I have been asked to prove that for $A\in M_n(\mathbb{C})$, with $||A||:=\sup_{x\in\mathbb{C}^n,|x|=1}|Ax|$, $$||A||=\sqrt{\lambda}$$ where $\lambda$ is the eigen value of largest modulus of $A^*A$.
I know that this supremum is achieved on the set.
So far, I have that $A^*A$ is self adjoint, and so there is $P$ unitary and $D$ a diagonal matrix of eigen values of $A^*A$ such that $A^*A=P^*DP$.
So, for $x\in \mathbb C^n, |x|=1$ $$|Ax|^2 = \langle Ax,Ax \rangle = \langle x, A^*Ax \rangle = \langle x ,P^*DPx \rangle = \langle Px,DPx \rangle$$
I feel that I should be able to use that $\langle Px,Py\rangle=\langle x,y\rangle$ as $P$ is unitary to get somewhere.
Initial I had that $|Ax|^2=\langle Px,DPx \rangle\leq\langle y, \lambda y \rangle=\lambda\langle y,y\rangle=\lambda$ where $y$ is an eigen vector for $\lambda$ and $y=Px$ for some $x$, but I realised that $\lambda$ need not be non-negative (it must be real though), so the inequality doesn't make sense.
Any help would be appreciated.
Edit 1) Looking at this, I think I missed something obvious. As $||\cdot||$ is a norm, it must map to $[0,\infty)$, so $\lambda$ is non negative else, it would not. So I'll look for a way to show $A^*A$ is pos.def.

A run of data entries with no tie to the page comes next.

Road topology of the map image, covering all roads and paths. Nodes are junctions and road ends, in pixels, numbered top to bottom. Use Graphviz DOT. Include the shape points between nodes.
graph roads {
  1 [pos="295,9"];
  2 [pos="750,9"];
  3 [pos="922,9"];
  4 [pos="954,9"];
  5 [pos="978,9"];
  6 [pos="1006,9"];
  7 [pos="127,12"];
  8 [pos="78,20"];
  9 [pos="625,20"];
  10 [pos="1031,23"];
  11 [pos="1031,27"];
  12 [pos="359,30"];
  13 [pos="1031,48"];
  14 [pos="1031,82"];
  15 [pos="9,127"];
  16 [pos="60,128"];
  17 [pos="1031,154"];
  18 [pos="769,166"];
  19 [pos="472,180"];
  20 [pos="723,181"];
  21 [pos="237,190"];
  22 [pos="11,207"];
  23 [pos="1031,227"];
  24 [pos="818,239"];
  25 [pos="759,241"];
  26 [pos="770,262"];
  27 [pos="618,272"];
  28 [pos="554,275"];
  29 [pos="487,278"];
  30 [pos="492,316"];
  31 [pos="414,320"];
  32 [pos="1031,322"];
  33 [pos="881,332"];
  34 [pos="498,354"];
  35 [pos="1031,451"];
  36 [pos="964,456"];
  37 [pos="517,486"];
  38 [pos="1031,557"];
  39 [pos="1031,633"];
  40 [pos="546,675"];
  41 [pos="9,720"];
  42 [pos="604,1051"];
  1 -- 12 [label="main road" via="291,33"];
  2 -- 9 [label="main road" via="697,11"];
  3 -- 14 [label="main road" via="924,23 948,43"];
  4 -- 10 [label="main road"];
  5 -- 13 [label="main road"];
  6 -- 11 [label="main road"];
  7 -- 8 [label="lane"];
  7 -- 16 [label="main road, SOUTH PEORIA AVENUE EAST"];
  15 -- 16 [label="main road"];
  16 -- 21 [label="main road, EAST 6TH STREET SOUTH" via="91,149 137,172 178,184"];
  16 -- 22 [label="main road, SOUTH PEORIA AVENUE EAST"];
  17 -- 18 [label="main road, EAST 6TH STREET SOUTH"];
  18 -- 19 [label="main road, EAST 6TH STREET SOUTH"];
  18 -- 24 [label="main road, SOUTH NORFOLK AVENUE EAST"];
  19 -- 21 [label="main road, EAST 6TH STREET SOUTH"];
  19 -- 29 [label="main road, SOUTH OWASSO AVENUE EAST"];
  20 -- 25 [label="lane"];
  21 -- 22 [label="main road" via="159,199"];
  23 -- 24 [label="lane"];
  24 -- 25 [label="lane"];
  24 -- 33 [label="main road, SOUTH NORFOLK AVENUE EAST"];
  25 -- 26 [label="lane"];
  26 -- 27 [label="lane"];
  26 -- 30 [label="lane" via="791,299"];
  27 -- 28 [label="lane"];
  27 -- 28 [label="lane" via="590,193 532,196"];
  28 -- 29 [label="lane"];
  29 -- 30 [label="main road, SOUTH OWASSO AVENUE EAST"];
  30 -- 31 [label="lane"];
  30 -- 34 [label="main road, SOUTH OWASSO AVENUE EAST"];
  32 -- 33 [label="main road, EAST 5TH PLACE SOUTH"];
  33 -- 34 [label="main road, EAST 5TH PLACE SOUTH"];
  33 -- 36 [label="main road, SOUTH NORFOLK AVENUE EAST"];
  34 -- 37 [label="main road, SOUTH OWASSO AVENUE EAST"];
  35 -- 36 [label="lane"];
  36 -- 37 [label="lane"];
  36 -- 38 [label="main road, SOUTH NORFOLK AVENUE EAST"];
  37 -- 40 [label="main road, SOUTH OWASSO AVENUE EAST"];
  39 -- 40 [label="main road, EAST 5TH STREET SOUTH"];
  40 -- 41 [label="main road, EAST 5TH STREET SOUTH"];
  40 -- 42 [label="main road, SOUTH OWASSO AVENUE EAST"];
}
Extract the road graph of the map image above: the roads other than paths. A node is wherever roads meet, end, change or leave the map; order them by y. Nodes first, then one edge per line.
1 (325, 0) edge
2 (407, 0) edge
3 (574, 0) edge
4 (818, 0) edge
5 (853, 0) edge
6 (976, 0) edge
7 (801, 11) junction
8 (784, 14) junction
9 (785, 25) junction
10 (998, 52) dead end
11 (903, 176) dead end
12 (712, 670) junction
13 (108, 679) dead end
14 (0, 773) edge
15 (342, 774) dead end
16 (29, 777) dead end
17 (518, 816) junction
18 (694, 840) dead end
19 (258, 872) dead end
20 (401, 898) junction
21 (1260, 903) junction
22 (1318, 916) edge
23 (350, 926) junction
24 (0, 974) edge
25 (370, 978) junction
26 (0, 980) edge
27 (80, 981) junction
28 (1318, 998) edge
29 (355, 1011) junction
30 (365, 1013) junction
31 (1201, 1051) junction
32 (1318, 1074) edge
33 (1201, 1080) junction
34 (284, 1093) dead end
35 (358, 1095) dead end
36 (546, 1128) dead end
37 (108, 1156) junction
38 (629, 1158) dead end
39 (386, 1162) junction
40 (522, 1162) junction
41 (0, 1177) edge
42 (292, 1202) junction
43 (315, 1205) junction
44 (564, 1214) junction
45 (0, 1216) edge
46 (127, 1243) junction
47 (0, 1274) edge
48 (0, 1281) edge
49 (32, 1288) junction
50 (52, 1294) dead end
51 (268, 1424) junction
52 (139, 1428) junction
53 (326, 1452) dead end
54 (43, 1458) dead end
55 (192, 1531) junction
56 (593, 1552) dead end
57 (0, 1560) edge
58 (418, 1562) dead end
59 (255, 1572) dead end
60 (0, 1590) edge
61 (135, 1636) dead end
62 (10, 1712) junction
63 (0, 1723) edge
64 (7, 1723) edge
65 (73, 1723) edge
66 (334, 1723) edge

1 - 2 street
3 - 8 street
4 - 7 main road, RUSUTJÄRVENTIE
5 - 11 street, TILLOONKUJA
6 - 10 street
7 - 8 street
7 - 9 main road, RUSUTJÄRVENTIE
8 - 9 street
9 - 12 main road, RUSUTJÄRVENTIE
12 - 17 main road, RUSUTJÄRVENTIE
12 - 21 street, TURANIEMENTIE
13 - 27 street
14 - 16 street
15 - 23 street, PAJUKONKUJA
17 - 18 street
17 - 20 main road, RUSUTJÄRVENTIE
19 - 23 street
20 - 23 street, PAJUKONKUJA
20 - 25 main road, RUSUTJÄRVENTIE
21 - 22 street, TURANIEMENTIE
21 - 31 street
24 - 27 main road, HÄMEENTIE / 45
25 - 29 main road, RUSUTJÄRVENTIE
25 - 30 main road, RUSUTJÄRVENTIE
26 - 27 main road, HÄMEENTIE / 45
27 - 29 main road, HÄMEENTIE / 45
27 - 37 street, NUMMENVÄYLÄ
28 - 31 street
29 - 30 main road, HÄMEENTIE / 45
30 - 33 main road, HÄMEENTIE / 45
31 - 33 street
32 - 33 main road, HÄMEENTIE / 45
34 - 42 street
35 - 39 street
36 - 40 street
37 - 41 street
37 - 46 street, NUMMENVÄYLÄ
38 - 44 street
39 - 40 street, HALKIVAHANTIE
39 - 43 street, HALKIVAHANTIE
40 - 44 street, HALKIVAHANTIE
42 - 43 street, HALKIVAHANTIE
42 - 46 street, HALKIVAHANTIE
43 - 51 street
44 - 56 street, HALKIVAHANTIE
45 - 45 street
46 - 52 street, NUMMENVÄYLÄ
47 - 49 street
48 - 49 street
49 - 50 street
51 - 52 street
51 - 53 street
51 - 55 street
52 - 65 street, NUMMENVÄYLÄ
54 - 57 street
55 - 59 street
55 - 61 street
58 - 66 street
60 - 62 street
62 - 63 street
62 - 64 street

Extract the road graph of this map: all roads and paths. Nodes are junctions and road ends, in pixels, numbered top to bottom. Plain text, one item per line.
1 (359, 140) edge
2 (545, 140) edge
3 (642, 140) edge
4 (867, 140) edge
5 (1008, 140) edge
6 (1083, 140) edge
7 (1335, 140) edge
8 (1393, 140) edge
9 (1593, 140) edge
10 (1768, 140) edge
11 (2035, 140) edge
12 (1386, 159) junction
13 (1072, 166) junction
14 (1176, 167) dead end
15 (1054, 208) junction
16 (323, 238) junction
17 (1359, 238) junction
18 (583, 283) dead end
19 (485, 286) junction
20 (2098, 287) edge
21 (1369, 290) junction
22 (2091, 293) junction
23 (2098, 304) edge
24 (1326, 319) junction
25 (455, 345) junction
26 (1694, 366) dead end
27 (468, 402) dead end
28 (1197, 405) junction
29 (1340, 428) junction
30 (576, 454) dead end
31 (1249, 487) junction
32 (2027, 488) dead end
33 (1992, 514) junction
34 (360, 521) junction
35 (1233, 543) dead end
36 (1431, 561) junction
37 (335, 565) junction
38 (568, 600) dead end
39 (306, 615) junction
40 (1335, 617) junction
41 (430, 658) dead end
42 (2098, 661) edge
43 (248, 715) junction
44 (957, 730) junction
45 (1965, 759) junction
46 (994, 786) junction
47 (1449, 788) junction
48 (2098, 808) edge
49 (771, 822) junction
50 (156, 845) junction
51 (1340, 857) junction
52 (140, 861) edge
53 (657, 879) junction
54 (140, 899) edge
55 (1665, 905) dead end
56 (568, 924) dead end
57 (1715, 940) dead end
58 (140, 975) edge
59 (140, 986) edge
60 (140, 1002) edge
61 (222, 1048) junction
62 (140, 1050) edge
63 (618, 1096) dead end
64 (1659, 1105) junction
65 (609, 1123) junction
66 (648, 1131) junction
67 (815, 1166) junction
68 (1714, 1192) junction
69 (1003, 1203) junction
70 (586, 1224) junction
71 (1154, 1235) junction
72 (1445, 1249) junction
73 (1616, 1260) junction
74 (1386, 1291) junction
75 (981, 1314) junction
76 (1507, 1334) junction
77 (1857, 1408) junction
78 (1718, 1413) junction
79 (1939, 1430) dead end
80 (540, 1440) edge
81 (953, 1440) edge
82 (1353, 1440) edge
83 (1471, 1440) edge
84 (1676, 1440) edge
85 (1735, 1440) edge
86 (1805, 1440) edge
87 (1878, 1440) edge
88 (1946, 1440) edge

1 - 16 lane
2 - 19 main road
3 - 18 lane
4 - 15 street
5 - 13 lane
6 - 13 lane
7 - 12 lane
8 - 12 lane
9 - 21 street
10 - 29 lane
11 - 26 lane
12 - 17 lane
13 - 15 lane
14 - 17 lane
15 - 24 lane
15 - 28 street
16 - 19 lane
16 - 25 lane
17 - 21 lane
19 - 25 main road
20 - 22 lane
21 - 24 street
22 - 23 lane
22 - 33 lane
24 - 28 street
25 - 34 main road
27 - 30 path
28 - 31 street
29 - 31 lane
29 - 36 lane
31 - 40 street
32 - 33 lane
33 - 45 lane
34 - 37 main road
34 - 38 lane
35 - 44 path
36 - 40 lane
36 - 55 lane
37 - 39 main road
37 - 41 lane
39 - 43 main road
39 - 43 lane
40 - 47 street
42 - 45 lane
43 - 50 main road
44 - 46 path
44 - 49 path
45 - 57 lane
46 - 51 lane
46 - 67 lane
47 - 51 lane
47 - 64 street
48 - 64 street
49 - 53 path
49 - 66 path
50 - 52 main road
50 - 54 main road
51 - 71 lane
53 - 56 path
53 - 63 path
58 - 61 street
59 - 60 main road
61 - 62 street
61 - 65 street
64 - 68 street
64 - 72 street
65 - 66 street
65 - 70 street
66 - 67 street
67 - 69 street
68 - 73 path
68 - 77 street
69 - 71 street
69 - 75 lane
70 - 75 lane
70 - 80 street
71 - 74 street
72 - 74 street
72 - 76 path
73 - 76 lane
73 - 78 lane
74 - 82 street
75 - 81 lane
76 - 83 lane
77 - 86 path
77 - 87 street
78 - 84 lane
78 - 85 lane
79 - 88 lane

Edit 2) On further consideration, it needs only that $\lambda$, the eigen value of largest absolute value, is non-negative, so it may not be pos.def.
Note that $A^*A$ is necessarily positive semidefinite. To show this, note that for any $x \in \Bbb C^n$, $$ x^*(A^*A)x = (x^*A^*)Ax = \|Ax\|^2 \geq 0 $$ The result you showed regarding $(x,Mx)$ is called Rayleigh's theorem. See also the min-max theorem (AKA the Courant-Fischer principle).